When you reach the line containing "index mcp: (367, 341)" in the data below, reproduce it and every line that follows, exactly and without additions.

============

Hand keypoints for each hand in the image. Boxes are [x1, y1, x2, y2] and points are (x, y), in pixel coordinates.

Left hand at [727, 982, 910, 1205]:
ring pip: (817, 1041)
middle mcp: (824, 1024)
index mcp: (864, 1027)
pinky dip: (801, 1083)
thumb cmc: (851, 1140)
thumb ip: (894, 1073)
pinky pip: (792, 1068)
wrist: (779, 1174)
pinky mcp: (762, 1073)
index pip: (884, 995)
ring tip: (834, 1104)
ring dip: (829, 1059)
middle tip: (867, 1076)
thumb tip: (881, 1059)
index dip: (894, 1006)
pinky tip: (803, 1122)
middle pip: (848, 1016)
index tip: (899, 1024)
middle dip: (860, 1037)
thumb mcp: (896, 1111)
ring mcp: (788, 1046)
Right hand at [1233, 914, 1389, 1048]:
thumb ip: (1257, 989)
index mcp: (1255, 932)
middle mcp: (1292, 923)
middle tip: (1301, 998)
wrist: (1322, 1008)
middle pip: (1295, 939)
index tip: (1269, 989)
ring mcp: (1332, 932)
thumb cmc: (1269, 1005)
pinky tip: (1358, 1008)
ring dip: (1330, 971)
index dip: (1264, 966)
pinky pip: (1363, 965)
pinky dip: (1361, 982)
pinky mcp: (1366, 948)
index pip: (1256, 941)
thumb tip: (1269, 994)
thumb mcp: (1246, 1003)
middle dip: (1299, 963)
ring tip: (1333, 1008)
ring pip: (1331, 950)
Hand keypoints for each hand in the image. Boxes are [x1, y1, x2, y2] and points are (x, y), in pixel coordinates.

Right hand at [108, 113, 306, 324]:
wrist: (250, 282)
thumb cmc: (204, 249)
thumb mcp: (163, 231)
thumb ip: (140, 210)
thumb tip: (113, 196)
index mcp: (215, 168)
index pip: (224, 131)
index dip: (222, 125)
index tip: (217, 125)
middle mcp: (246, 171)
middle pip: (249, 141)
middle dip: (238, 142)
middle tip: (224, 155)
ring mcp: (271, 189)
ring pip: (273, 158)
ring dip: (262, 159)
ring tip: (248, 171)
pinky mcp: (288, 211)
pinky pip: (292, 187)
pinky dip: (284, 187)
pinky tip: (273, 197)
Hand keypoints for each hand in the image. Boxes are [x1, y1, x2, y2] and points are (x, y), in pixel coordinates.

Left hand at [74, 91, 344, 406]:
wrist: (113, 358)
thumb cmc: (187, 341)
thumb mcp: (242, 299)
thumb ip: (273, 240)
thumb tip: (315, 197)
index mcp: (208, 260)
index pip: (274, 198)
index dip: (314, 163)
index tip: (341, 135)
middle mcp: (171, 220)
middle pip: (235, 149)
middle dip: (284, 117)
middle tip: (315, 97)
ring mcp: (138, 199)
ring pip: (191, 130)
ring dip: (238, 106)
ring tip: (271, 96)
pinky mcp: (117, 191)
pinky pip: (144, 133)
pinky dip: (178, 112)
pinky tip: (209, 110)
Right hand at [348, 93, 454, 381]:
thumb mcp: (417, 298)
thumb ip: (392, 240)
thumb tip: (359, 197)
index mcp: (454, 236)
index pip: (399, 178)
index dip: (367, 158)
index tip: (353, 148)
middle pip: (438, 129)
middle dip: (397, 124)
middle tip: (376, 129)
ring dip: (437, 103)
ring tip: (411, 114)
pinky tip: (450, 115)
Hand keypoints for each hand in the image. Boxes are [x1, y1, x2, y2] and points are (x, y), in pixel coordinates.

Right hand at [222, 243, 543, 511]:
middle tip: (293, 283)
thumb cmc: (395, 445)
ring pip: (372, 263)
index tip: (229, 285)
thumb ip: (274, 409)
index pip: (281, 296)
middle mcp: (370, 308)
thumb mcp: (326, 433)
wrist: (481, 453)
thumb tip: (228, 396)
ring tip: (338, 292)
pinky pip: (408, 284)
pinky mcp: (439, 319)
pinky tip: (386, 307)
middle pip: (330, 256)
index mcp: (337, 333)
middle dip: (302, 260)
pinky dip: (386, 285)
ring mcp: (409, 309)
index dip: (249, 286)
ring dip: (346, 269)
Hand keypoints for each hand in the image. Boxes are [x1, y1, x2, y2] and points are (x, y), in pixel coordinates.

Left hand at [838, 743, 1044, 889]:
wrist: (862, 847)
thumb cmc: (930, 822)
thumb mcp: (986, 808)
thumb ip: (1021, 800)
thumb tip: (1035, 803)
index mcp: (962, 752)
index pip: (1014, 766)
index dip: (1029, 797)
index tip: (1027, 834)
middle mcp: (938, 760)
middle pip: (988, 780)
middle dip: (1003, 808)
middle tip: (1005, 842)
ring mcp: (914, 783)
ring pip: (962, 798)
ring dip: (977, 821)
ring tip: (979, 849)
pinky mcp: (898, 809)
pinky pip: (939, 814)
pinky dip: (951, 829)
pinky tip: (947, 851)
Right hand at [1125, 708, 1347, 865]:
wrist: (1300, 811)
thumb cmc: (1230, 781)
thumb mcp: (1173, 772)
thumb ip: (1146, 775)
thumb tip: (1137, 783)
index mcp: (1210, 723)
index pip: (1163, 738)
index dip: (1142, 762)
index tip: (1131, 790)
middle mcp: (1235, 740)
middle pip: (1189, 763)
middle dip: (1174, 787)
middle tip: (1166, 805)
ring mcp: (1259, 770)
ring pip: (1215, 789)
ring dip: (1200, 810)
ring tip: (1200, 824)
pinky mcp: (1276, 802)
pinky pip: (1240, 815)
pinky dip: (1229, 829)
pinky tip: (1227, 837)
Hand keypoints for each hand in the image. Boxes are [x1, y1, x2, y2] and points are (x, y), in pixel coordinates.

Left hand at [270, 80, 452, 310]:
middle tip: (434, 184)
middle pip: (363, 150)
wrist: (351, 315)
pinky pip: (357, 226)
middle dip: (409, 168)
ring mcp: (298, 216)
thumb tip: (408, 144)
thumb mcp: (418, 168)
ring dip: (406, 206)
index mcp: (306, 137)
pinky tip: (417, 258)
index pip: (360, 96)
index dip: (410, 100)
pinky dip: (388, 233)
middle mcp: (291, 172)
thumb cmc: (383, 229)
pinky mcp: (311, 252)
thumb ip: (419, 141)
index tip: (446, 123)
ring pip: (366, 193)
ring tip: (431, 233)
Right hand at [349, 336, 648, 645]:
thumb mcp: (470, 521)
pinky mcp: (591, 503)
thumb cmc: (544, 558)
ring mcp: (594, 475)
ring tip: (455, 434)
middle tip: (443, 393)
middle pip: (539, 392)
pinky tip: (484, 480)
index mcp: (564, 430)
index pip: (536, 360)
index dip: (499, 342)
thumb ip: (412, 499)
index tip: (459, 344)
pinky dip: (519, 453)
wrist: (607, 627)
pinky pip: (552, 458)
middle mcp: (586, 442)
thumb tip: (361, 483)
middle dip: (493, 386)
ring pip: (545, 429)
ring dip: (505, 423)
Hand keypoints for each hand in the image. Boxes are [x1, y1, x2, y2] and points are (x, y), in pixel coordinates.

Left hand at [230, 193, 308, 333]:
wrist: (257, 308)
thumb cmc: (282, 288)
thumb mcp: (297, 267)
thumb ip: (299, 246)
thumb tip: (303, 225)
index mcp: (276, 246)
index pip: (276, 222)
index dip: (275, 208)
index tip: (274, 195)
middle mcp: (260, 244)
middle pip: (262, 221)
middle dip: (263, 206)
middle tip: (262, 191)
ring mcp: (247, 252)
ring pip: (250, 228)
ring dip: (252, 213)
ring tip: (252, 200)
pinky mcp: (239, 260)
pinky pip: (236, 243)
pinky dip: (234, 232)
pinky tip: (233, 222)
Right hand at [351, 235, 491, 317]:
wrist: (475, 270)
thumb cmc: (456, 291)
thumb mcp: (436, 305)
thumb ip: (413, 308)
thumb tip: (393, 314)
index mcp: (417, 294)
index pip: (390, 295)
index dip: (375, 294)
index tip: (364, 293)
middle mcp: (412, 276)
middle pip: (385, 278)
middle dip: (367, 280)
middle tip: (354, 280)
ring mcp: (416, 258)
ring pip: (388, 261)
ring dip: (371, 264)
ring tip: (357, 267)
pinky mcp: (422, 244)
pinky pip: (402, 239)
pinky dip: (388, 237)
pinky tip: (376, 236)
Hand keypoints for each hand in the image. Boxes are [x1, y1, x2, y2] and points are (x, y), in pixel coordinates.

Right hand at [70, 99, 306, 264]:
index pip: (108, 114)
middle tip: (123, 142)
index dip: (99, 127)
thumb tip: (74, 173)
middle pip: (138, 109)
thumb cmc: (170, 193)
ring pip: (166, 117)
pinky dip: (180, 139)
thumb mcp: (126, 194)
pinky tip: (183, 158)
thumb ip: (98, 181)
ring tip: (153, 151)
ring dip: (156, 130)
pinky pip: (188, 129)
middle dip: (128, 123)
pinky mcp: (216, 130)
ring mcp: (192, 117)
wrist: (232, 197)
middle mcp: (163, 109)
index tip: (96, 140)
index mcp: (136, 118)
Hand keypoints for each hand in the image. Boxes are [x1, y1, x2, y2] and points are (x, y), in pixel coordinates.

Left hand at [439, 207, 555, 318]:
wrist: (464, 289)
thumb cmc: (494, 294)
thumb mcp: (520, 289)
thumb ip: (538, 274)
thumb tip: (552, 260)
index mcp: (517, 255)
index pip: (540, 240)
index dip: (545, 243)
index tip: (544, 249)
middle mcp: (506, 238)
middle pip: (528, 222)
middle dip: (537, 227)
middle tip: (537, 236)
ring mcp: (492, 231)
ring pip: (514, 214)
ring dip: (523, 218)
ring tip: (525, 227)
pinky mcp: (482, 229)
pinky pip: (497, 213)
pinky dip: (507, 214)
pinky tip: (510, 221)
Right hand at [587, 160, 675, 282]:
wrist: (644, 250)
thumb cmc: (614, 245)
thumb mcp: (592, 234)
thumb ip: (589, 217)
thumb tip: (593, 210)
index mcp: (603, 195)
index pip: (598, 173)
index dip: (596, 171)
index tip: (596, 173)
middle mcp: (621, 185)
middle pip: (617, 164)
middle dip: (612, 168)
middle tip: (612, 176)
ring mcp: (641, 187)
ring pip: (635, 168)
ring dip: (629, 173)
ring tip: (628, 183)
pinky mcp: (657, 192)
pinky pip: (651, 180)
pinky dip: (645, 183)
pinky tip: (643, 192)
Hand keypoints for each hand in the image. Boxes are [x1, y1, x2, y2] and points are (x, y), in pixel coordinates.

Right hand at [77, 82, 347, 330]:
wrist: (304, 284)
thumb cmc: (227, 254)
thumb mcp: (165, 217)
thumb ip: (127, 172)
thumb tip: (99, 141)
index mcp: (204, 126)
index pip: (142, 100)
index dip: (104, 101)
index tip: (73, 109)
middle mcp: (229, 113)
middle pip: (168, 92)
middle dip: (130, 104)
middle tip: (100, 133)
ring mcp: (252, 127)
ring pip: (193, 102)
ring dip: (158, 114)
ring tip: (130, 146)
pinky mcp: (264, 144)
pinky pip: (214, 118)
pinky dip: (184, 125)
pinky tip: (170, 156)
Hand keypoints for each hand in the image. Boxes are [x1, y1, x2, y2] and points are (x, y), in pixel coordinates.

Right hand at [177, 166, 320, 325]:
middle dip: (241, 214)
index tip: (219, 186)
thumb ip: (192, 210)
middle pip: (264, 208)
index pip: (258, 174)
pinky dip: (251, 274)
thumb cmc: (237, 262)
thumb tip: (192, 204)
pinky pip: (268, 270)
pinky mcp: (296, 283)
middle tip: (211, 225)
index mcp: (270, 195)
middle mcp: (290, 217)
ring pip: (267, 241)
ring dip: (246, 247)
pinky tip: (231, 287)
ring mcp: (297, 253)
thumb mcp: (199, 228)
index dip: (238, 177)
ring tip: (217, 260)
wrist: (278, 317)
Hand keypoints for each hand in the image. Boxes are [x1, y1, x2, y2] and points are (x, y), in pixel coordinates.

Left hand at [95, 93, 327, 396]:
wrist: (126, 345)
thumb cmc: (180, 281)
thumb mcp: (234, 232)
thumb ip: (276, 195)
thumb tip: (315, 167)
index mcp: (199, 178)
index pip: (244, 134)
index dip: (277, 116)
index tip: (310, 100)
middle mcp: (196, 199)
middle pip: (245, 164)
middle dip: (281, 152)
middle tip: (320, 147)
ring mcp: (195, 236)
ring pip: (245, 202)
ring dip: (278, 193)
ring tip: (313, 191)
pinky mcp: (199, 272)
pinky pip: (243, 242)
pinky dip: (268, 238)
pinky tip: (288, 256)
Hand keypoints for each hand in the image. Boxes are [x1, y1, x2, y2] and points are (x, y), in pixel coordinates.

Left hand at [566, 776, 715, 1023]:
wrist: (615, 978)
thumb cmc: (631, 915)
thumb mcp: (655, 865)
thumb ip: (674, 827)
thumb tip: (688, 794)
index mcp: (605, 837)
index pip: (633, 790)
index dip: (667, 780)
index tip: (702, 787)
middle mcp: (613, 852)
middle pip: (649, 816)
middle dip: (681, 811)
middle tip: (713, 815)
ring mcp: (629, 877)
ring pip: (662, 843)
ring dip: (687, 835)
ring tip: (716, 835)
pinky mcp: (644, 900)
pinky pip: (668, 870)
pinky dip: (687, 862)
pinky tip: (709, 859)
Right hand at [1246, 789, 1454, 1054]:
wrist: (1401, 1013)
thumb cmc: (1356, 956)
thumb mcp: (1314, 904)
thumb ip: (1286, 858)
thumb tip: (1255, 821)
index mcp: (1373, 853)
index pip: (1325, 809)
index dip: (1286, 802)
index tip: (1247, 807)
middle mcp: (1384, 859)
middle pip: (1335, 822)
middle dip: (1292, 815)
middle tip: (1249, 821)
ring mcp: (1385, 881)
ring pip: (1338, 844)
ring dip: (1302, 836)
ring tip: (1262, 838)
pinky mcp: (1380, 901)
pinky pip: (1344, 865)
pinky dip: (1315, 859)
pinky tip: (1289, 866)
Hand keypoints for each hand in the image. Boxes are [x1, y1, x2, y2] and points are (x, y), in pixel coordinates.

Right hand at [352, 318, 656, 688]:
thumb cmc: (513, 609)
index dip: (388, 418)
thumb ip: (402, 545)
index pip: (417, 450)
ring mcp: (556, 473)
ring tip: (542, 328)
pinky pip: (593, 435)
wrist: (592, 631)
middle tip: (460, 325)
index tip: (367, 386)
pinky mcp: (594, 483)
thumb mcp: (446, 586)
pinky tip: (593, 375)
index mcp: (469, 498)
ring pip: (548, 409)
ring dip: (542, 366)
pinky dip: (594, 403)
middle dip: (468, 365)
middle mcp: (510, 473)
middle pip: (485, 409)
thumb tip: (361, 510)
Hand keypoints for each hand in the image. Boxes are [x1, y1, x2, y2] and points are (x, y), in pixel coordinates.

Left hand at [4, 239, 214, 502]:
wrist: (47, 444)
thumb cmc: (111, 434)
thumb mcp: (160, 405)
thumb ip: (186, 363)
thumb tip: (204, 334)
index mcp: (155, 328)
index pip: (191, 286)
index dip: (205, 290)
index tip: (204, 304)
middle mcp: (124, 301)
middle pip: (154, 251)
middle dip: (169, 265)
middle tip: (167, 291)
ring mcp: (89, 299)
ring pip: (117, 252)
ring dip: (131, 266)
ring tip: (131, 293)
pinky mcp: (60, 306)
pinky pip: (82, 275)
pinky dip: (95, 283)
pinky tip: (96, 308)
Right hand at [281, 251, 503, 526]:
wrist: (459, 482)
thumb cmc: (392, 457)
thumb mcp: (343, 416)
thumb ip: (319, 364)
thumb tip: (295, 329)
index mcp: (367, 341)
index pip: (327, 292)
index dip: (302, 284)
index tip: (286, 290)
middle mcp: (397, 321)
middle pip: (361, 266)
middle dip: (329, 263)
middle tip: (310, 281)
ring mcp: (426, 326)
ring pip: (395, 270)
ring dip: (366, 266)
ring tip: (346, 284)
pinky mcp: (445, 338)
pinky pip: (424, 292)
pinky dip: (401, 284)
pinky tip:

============

Result of this task ->
index mcp: (367, 341)
index pip: (327, 292)
index dip: (302, 284)
index tip: (286, 290)
middle mcp: (397, 321)
middle pip: (361, 266)
middle dip: (329, 263)
middle tip: (310, 281)
ring mcp: (426, 326)
ring pip: (395, 270)
ring dip: (366, 266)
ring tip: (346, 284)
pinky mcp: (445, 338)
pinky pip: (424, 292)
pinky dip: (401, 284)
pinky tip:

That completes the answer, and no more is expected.